--- START ---
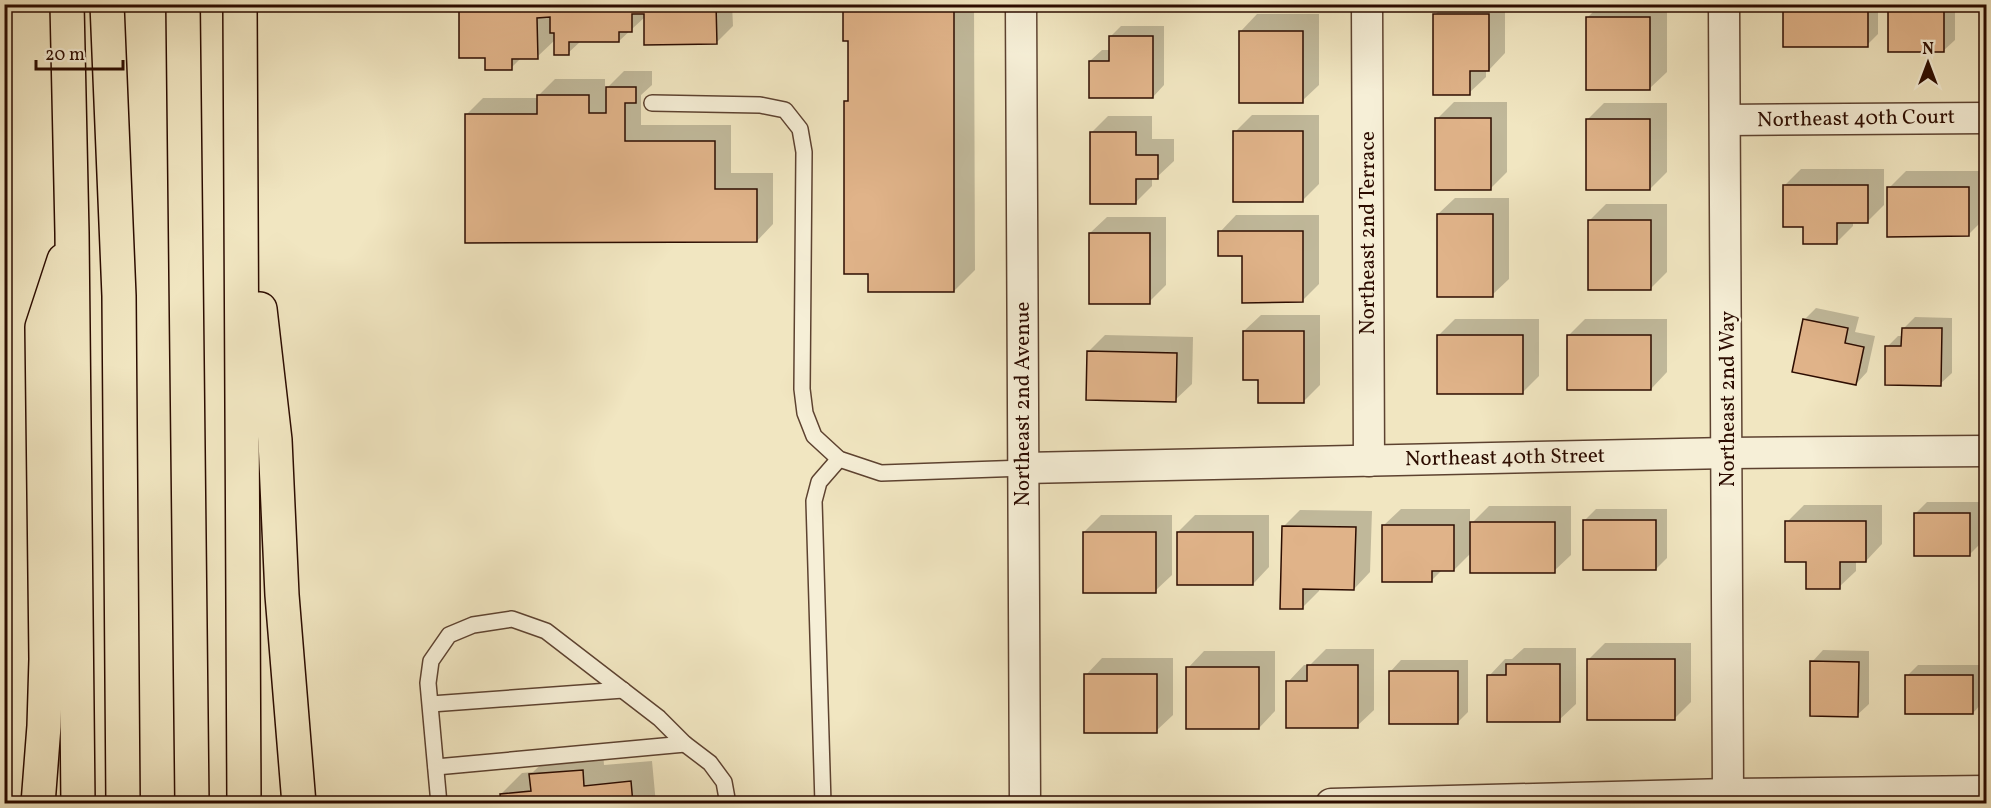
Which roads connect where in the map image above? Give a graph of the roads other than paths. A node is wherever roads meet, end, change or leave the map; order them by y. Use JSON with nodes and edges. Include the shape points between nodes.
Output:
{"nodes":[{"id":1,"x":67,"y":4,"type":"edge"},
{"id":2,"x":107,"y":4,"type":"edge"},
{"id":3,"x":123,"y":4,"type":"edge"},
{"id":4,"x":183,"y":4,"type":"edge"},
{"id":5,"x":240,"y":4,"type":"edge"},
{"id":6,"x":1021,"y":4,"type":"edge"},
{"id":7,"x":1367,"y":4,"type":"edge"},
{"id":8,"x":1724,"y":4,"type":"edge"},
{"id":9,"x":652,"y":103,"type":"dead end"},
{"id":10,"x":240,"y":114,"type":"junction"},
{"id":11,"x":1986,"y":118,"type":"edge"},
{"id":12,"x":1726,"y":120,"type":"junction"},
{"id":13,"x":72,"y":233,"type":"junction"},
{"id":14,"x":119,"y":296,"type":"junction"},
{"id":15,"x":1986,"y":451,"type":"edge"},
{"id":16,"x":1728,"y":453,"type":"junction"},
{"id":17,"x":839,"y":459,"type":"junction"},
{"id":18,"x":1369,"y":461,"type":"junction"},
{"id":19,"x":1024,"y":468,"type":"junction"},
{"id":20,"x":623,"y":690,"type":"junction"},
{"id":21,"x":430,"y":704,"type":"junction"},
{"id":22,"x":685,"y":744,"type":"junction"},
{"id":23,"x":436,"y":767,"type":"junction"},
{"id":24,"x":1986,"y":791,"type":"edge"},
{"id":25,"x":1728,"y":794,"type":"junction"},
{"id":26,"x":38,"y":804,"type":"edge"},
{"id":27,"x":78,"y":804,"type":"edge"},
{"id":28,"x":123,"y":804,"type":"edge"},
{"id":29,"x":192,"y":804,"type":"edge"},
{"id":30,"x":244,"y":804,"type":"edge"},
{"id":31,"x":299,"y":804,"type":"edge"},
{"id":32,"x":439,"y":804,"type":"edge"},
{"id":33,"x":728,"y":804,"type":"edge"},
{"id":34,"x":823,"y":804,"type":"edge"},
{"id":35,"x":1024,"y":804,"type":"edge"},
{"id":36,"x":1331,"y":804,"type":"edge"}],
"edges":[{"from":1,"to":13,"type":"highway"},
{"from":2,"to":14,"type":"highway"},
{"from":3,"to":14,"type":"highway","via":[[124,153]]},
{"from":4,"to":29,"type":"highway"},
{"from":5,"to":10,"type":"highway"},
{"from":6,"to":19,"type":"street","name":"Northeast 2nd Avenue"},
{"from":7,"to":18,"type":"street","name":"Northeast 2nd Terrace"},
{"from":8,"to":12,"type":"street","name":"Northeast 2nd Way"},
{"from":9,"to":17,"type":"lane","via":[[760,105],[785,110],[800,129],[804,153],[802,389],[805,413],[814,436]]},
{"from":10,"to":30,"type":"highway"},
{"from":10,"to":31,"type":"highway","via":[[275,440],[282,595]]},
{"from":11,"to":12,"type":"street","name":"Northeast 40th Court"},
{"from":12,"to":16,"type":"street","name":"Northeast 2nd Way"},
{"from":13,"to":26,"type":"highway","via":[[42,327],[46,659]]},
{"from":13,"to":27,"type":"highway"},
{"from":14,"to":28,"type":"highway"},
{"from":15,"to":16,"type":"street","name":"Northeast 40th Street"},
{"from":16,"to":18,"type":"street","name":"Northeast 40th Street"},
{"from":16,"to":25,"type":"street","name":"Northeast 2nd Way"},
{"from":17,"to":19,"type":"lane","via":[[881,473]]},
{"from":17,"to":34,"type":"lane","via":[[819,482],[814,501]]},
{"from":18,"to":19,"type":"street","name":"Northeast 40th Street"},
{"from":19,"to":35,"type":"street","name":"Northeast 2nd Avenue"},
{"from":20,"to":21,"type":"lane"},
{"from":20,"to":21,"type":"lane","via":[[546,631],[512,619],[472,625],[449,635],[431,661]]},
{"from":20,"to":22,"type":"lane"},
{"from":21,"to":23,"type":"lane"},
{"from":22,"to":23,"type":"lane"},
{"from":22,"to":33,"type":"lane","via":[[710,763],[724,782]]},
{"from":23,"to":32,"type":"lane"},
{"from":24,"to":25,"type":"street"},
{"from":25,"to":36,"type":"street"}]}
--- END ---
§ **Requirement**:
Please show each line in the records above that contains "street".

§ **Worked solution**:
{"from":6,"to":19,"type":"street","name":"Northeast 2nd Avenue"},
{"from":7,"to":18,"type":"street","name":"Northeast 2nd Terrace"},
{"from":8,"to":12,"type":"street","name":"Northeast 2nd Way"},
{"from":11,"to":12,"type":"street","name":"Northeast 40th Court"},
{"from":12,"to":16,"type":"street","name":"Northeast 2nd Way"},
{"from":15,"to":16,"type":"street","name":"Northeast 40th Street"},
{"from":16,"to":18,"type":"street","name":"Northeast 40th Street"},
{"from":16,"to":25,"type":"street","name":"Northeast 2nd Way"},
{"from":18,"to":19,"type":"street","name":"Northeast 40th Street"},
{"from":19,"to":35,"type":"street","name":"Northeast 2nd Avenue"},
{"from":24,"to":25,"type":"street"},
{"from":25,"to":36,"type":"street"}]}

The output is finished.